6 min readOct 26, 2017

When we talk about Feature Engineering we refer to creating new features from your existing ones to improve model performance. Sometimes this is the case, or sometimes you need to do it because a certain model doesn’t recognize the data as you have it, so these transformations let you run most of Machine and Deep Learning algorithms.

Now with Optimus we have made easy the process of Feature Engineering for Big Data.

To install Optimus you just need to do:

$ pip install optimuspyspark

These methods are part of the DataFrameTransformer, and they are a high level of abstraction for Spark Feature Engineering methods. You’ll see how easy it is to prepare your data with Optimus for Machine Learning.

How to do Feature Engineering with Optimus?

String to index:

This method maps a string column of labels to an ML column of label indices. If the input column is numeric, we cast it to string and index the string values.

input_cols argument receives a list of columns to be indexed.

Let’s start by creating a DataFrame with Optimus.

# Importing Optimus
import optimus as op
#Importing utilities
tools = op.Utilities()

# Creating DF with Optimus
data = [('Japan', 'Tokyo', 37800000),('USA', 'New York', 19795791),('France', 'Paris', 12341418),
              ('Spain','Madrid',6489162)]
df = tools.create_data_frame(data, ["country", "city", "population"])

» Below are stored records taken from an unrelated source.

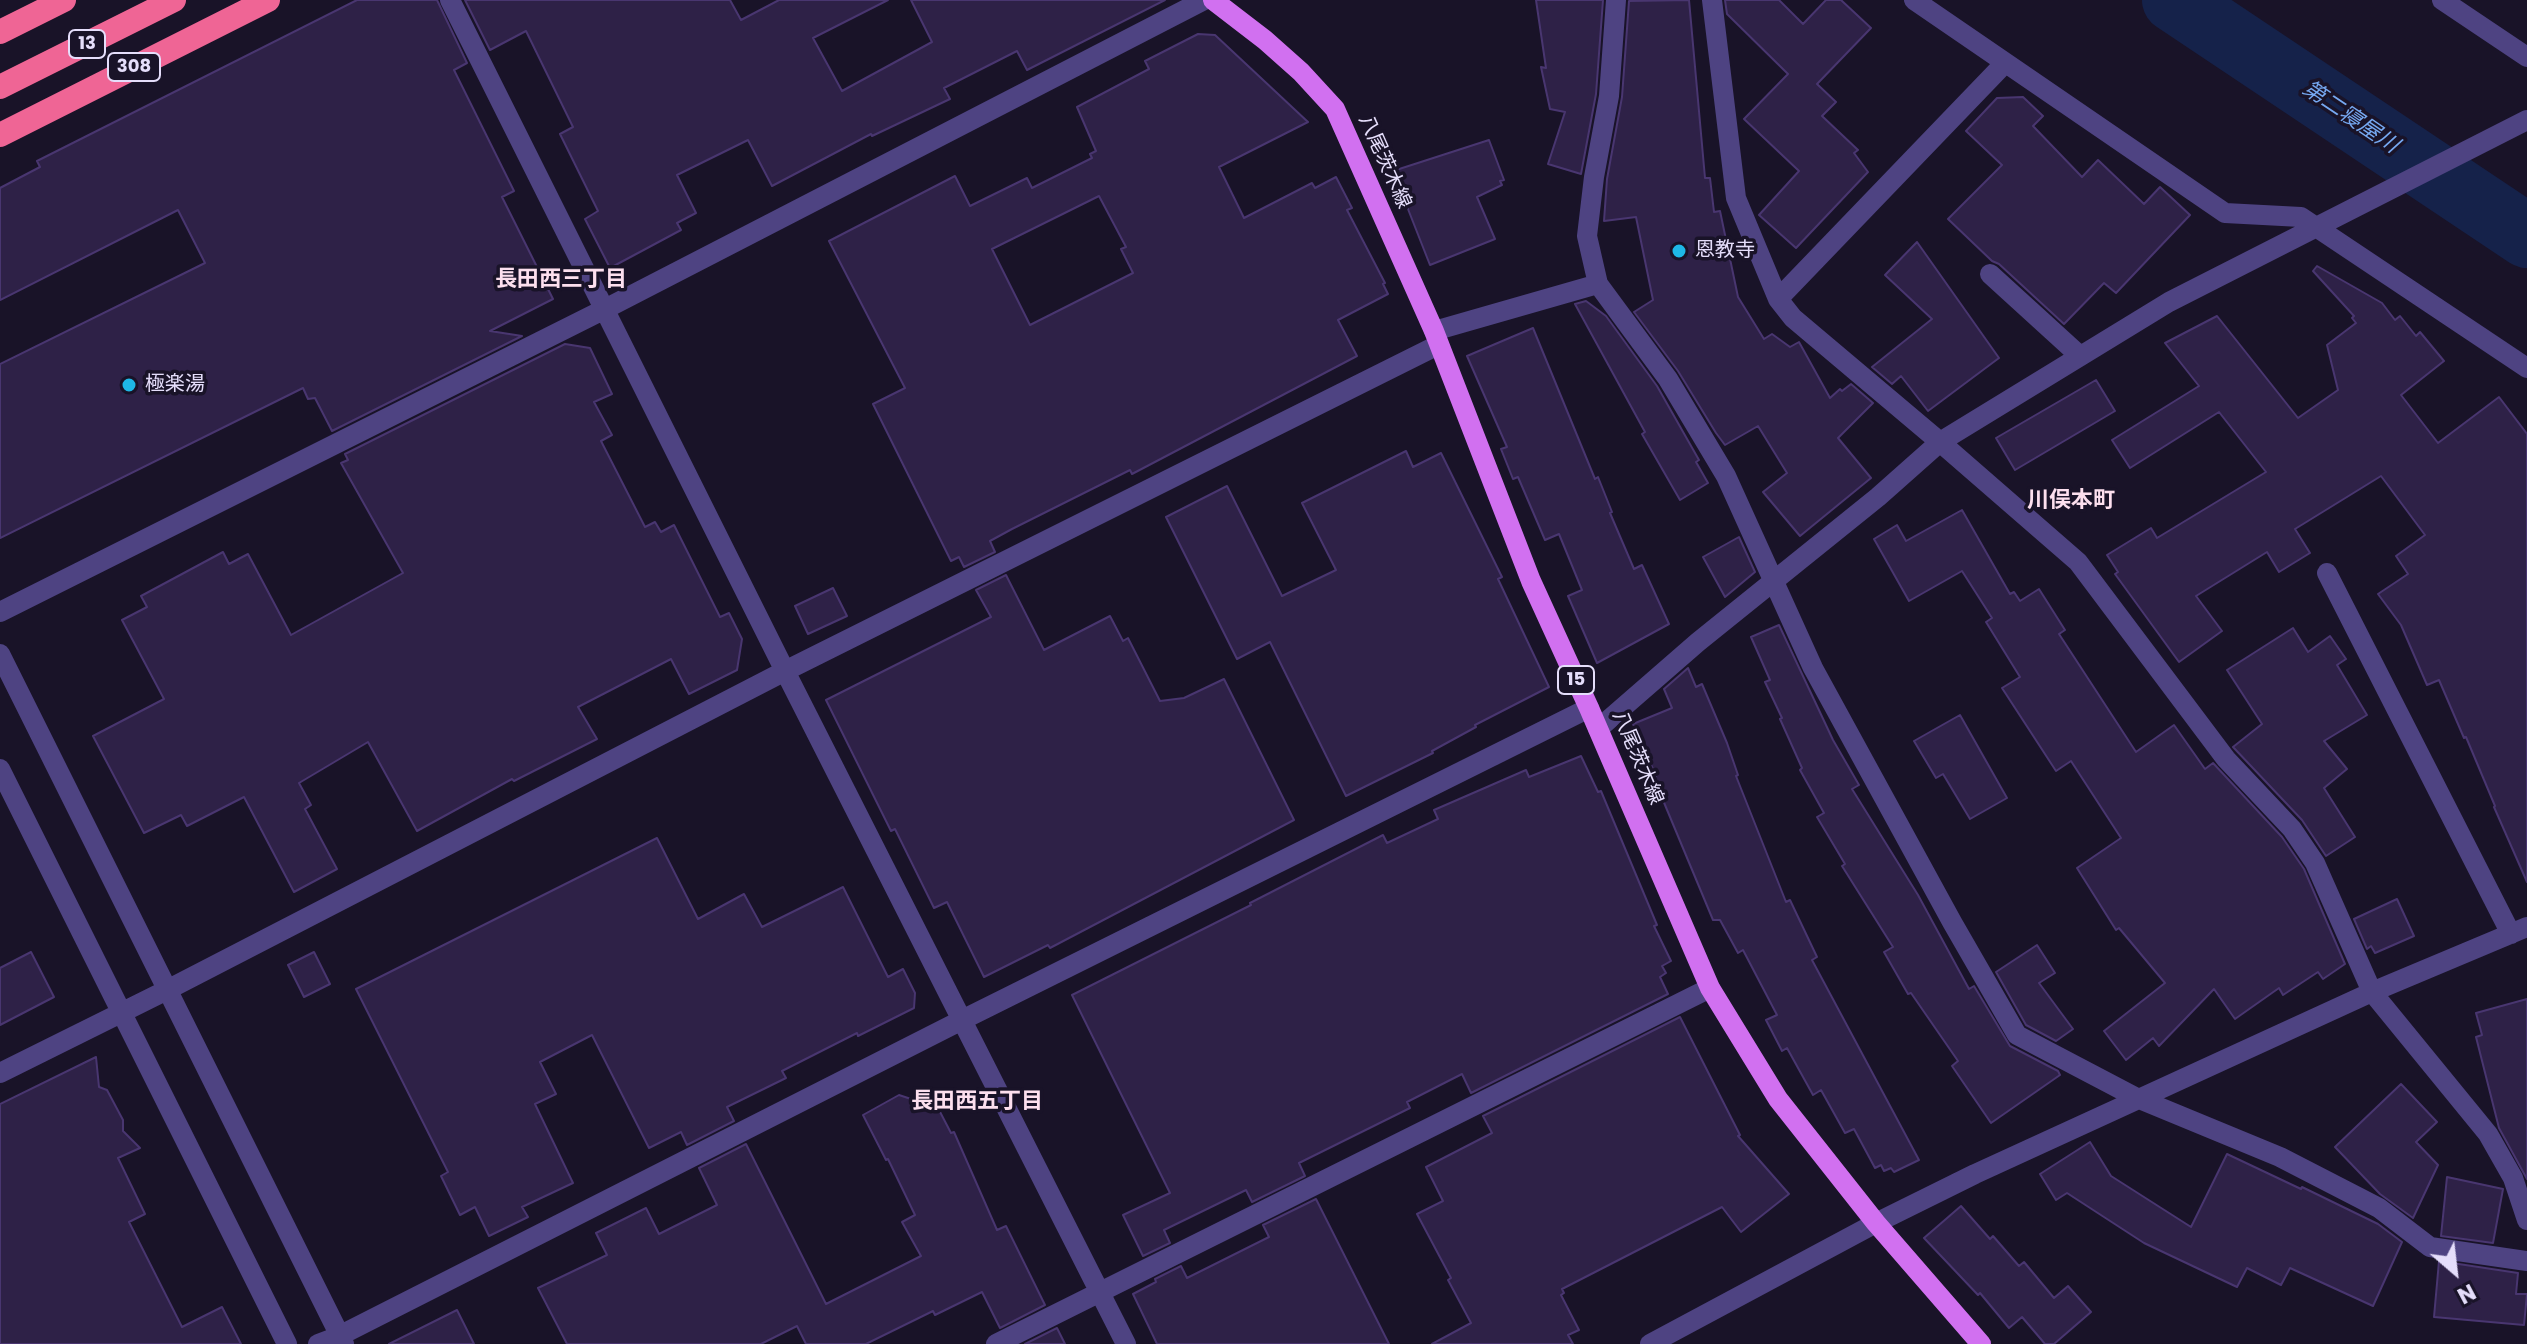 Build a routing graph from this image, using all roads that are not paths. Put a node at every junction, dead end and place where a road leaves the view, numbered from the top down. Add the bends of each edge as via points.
1 (64, 0) edge
2 (174, 0) edge
3 (268, 0) edge
4 (450, 0) edge
5 (1204, 0) edge
6 (1213, 0) edge
7 (1616, 0) edge
8 (1712, 0) edge
9 (1914, 0) edge
10 (2442, 0) edge
11 (0, 32) edge
12 (2527, 57) edge
13 (2005, 63) junction
14 (0, 87) edge
15 (2527, 120) edge
16 (0, 135) edge
17 (2318, 227) junction
18 (1990, 274) dead end
19 (1598, 284) junction
20 (1778, 299) junction
21 (605, 309) junction
22 (1436, 338) junction
23 (2080, 356) junction
24 (2527, 368) edge
25 (1940, 442) junction
26 (2327, 573) dead end
27 (1775, 580) junction
28 (0, 612) edge
29 (0, 654) edge
30 (785, 671) junction
31 (1589, 708) junction
32 (1598, 729) junction
33 (0, 769) edge
34 (2519, 930) edge
35 (1710, 988) junction
36 (167, 990) junction
37 (2372, 992) junction
38 (122, 1012) junction
39 (962, 1020) junction
40 (0, 1073) edge
41 (2137, 1098) junction
42 (2527, 1220) edge
43 (1876, 1223) junction
44 (2527, 1261) edge
45 (1099, 1291) junction
46 (342, 1340) edge
47 (287, 1344) edge
48 (318, 1344) edge
49 (996, 1344) edge
50 (1126, 1344) edge
51 (1650, 1344) edge
52 (1981, 1344) edge

1 - 11 highway, 13
2 - 14 highway, 13
3 - 16 highway, 308
4 - 21 street
5 - 21 street
6 - 22 main road, 八尾茨木線 / 15 via 1301,72 1335,109
7 - 19 street via 1609,96 1587,236
8 - 20 street via 1736,198
9 - 13 street
10 - 12 street
13 - 17 street via 2225,213 2301,217
13 - 20 street
15 - 17 street
17 - 23 street via 2169,302
17 - 24 street
18 - 23 street
19 - 22 street
19 - 27 street via 1676,391 1726,476
20 - 25 street via 1793,318
21 - 28 street
21 - 30 street
22 - 30 street
22 - 31 main road, 八尾茨木線 / 15 via 1531,581
23 - 25 street
25 - 27 street
25 - 37 street via 2078,562 2226,759 2292,829 2315,863
26 - 34 street
27 - 32 street
27 - 41 street via 1813,668 2017,1035
29 - 36 street
30 - 36 street
30 - 39 street
31 - 32 main road, 八尾茨木線 / 15
31 - 39 street
32 - 35 main road, 八尾茨木線 / 15
33 - 38 street
34 - 37 street
35 - 43 main road, 八尾茨木線 / 15 via 1778,1099
35 - 45 street
36 - 38 street
36 - 46 street
37 - 41 street
37 - 42 street via 2488,1134 2513,1178
38 - 40 street
38 - 47 street
39 - 45 street
39 - 46 street
41 - 43 street
41 - 44 street via 2295,1165 2379,1208 2430,1247
43 - 51 street
43 - 52 main road, 八尾茨木線 / 15
45 - 49 street
45 - 50 street
46 - 48 street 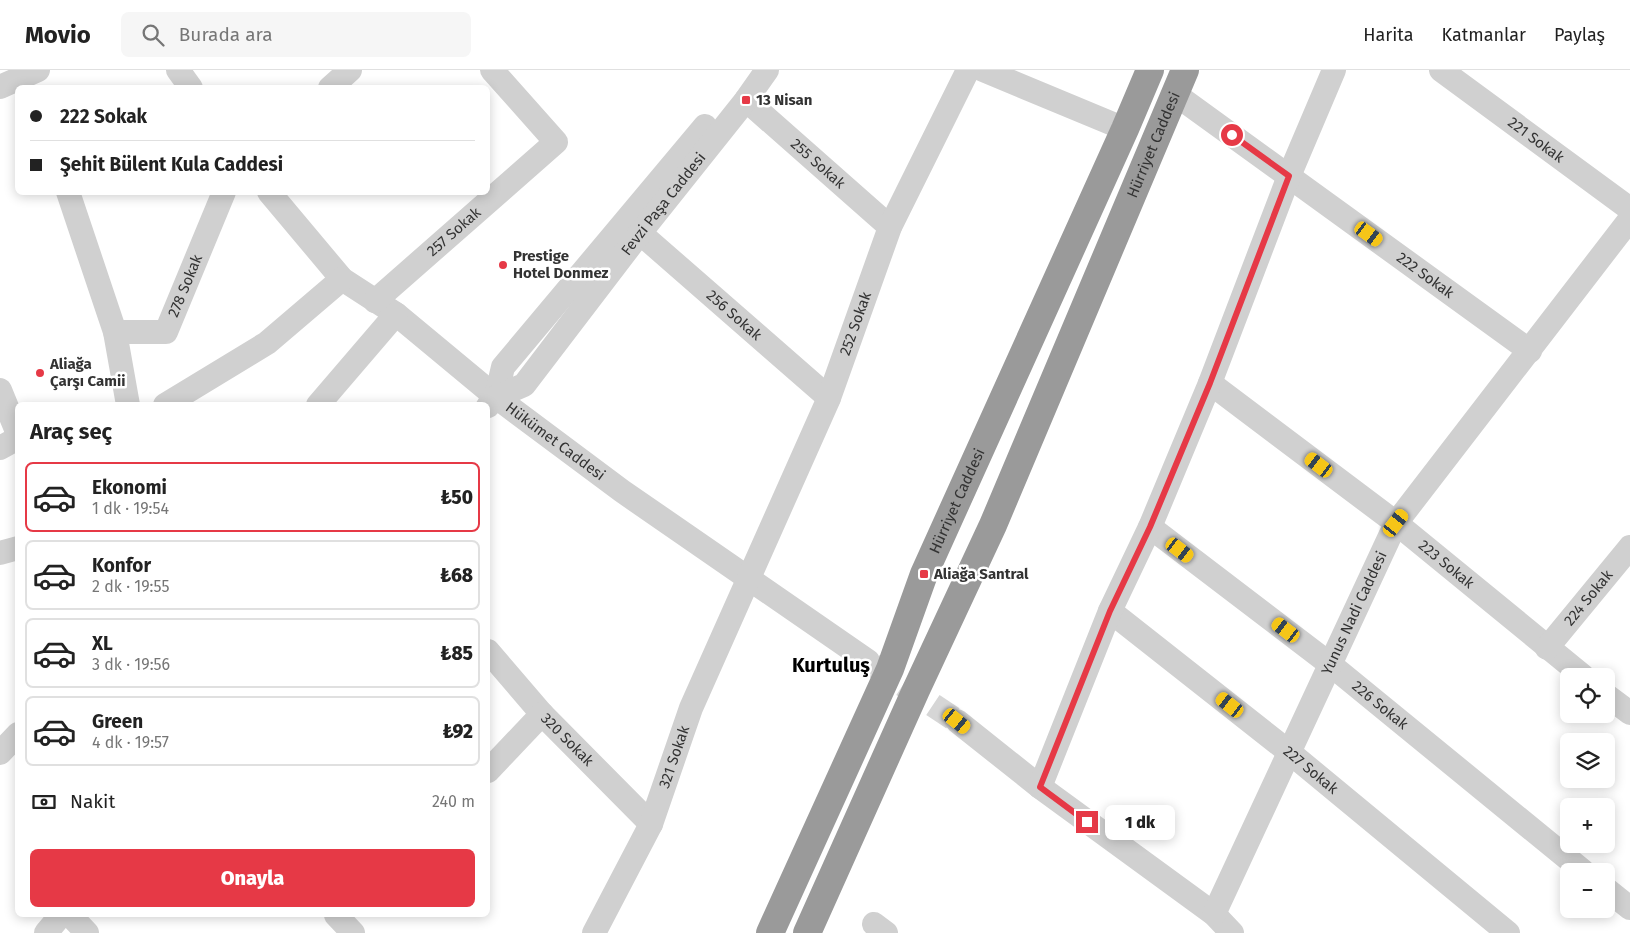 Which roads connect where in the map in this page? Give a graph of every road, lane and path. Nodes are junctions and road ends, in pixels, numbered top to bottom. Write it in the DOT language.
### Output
graph roads {
  1 [pos="178,70"];
  2 [pos="350,70"];
  3 [pos="492,70"];
  4 [pos="749,70"];
  5 [pos="767,70"];
  6 [pos="968,70"];
  7 [pos="982,70"];
  8 [pos="1150,70"];
  9 [pos="1334,70"];
  10 [pos="1441,70"];
  11 [pos="30,78"];
  12 [pos="1180,82"];
  13 [pos="189,85"];
  14 [pos="333,85"];
  15 [pos="0,87"];
  16 [pos="746,100"];
  17 [pos="1125,129"];
  18 [pos="1289,176"];
  19 [pos="69,195"];
  20 [pos="223,195"];
  21 [pos="272,195"];
  22 [pos="1630,209"];
  23 [pos="1630,219"];
  24 [pos="890,227"];
  25 [pos="640,232"];
  26 [pos="342,279"];
  27 [pos="375,301"];
  28 [pos="396,314"];
  29 [pos="115,332"];
  30 [pos="1530,351"];
  31 [pos="1210,383"];
  32 [pos="0,390"];
  33 [pos="829,398"];
  34 [pos="127,402"];
  35 [pos="170,402"];
  36 [pos="321,402"];
  37 [pos="492,402"];
  38 [pos="15,427"];
  39 [pos="15,440"];
  40 [pos="0,448"];
  41 [pos="1396,523"];
  42 [pos="1150,527"];
  43 [pos="1630,547"];
  44 [pos="15,549"];
  45 [pos="0,554"];
  46 [pos="749,580"];
  47 [pos="1110,611"];
  48 [pos="1547,648"];
  49 [pos="490,653"];
  50 [pos="868,661"];
  51 [pos="1331,665"];
  52 [pos="1573,668"];
  53 [pos="1615,702"];
  54 [pos="1630,713"];
  55 [pos="542,714"];
  56 [pos="957,721"];
  57 [pos="15,737"];
  58 [pos="1289,752"];
  59 [pos="0,753"];
  60 [pos="490,769"];
  61 [pos="1040,787"];
  62 [pos="651,824"];
  63 [pos="1573,863"];
  64 [pos="1615,896"];
  65 [pos="1630,908"];
  66 [pos="1214,914"];
  67 [pos="59,917"];
  68 [pos="72,917"];
  69 [pos="1484,926"];
  70 [pos="46,933"];
  71 [pos="88,933"];
  72 [pos="594,933"];
  73 [pos="770,933"];
  74 [pos="807,933"];
  75 [pos="1232,933"];
  76 [pos="1508,933"];
  1 -- 13 [label="street"];
  2 -- 14 [label="street"];
  3 -- 27 [label="street, 257 Sokak"];
  4 -- 37 [label="street, Fevzi Paşa Caddesi"];
  5 -- 16 [label="street, Fevzi Paşa Caddesi"];
  6 -- 24 [label="street, 252 Sokak"];
  7 -- 17 [label="street"];
  8 -- 17 [label="highway, Hürriyet Caddesi"];
  9 -- 18 [label="street"];
  10 -- 22 [label="street, 221 Sokak"];
  11 -- 15 [label="street"];
  12 -- 18 [label="street, 222 Sokak"];
  12 -- 74 [label="highway, Hürriyet Caddesi"];
  16 -- 24 [label="street, 255 Sokak"];
  16 -- 25 [label="street, Fevzi Paşa Caddesi"];
  17 -- 73 [label="highway, Hürriyet Caddesi"];
  18 -- 30 [label="street, 222 Sokak"];
  18 -- 31 [label="street"];
  19 -- 29 [label="street"];
  20 -- 29 [label="street, 278 Sokak"];
  21 -- 26 [label="street, Hükümet Caddesi"];
  23 -- 30 [label="street, Yunus Nadi Caddesi"];
  24 -- 33 [label="street, 252 Sokak"];
  25 -- 33 [label="street, 256 Sokak"];
  25 -- 37 [label="street, Fevzi Paşa Caddesi"];
  26 -- 27 [label="street, Hükümet Caddesi"];
  26 -- 35 [label="street"];
  27 -- 28 [label="street, Hükümet Caddesi"];
  28 -- 36 [label="street"];
  28 -- 37 [label="street, Hükümet Caddesi"];
  29 -- 34 [label="street"];
  30 -- 41 [label="street, Yunus Nadi Caddesi"];
  31 -- 41 [label="street, 223 Sokak"];
  31 -- 42 [label="street"];
  32 -- 38 [label="street"];
  33 -- 46 [label="street, 252 Sokak"];
  37 -- 46 [label="street, Hükümet Caddesi"];
  39 -- 40 [label="street"];
  41 -- 48 [label="street, 223 Sokak"];
  41 -- 51 [label="street, Yunus Nadi Caddesi"];
  42 -- 47 [label="street"];
  42 -- 51 [label="street, 226 Sokak"];
  43 -- 48 [label="street, 224 Sokak"];
  44 -- 45 [label="street"];
  46 -- 50 [label="street, Hükümet Caddesi"];
  46 -- 62 [label="street, 321 Sokak"];
  47 -- 58 [label="street, 227 Sokak"];
  47 -- 61 [label="street"];
  48 -- 52 [label="street, 223 Sokak"];
  49 -- 55 [label="street, 320 Sokak"];
  51 -- 58 [label="street, Yunus Nadi Caddesi"];
  51 -- 63 [label="street, 226 Sokak"];
  53 -- 54 [label="street"];
  55 -- 60 [label="street"];
  55 -- 62 [label="street, 320 Sokak"];
  56 -- 61 [label="street"];
  57 -- 59 [label="street"];
  58 -- 66 [label="street, Yunus Nadi Caddesi"];
  58 -- 69 [label="street, 227 Sokak"];
  61 -- 66 [label="street"];
  62 -- 72 [label="street, 321 Sokak"];
  64 -- 65 [label="street"];
  66 -- 75 [label="street"];
  67 -- 70 [label="street"];
  68 -- 71 [label="street"];
  69 -- 76 [label="street, 227 Sokak"];
}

# Instantiating transformer
transformer = op.DataFrameTransformer(df)

# Show DF
transformer.show()+-------+--------+----------+
|country|    city|population|
+-------+--------+----------+
|  Japan|   Tokyo|  37800000|
+-------+--------+----------+
|    USA|New York|  19795791|
+-------+--------+----------+
| France|   Paris|  12341418|
+-------+--------+----------+
|  Spain|  Madrid|   6489162|
+-------+--------+----------+

To index the sttrings in the country and city column we just need to do

# Indexing columns 'city" and 'country'
transformer.string_to_index(["city", "country"])

# Show indexed DF
transformer.show()+-------+--------+----------+----------+-------------+
|country|    city|population|city_index|country_index|
+-------+--------+----------+----------+-------------+
|  Japan|   Tokyo|  37800000|       1.0|          1.0|
+-------+--------+----------+----------+-------------+
|    USA|New York|  19795791|       2.0|          3.0|
+-------+--------+----------+----------+-------------+
| France|   Paris|  12341418|       3.0|          2.0|
+-------+--------+----------+----------+-------------+
|  Spain|  Madrid|   6489162|       0.0|          0.0|
+-------+--------+----------+----------+-------------+

Index to String:

This method maps a column of indices back to a new column of corresponding string values. The index-string mapping is either from the ML (Spark) attributes of the input column, or from user-supplied labels (which take precedence over ML attributes).

Let’s go back to strings with the DataFrame we created in the last step.

# Importing Optimus
import optimus as op
#Importing utilities
tools = op.Utilities()

# Instantiating transformer
transformer = op.DataFrameTransformer(df)# Indexing columns 'city" and 'country'
transformer.string_to_index(["city", "country"])# Going back to strings from index
transformer.index_to_string(["country_index"])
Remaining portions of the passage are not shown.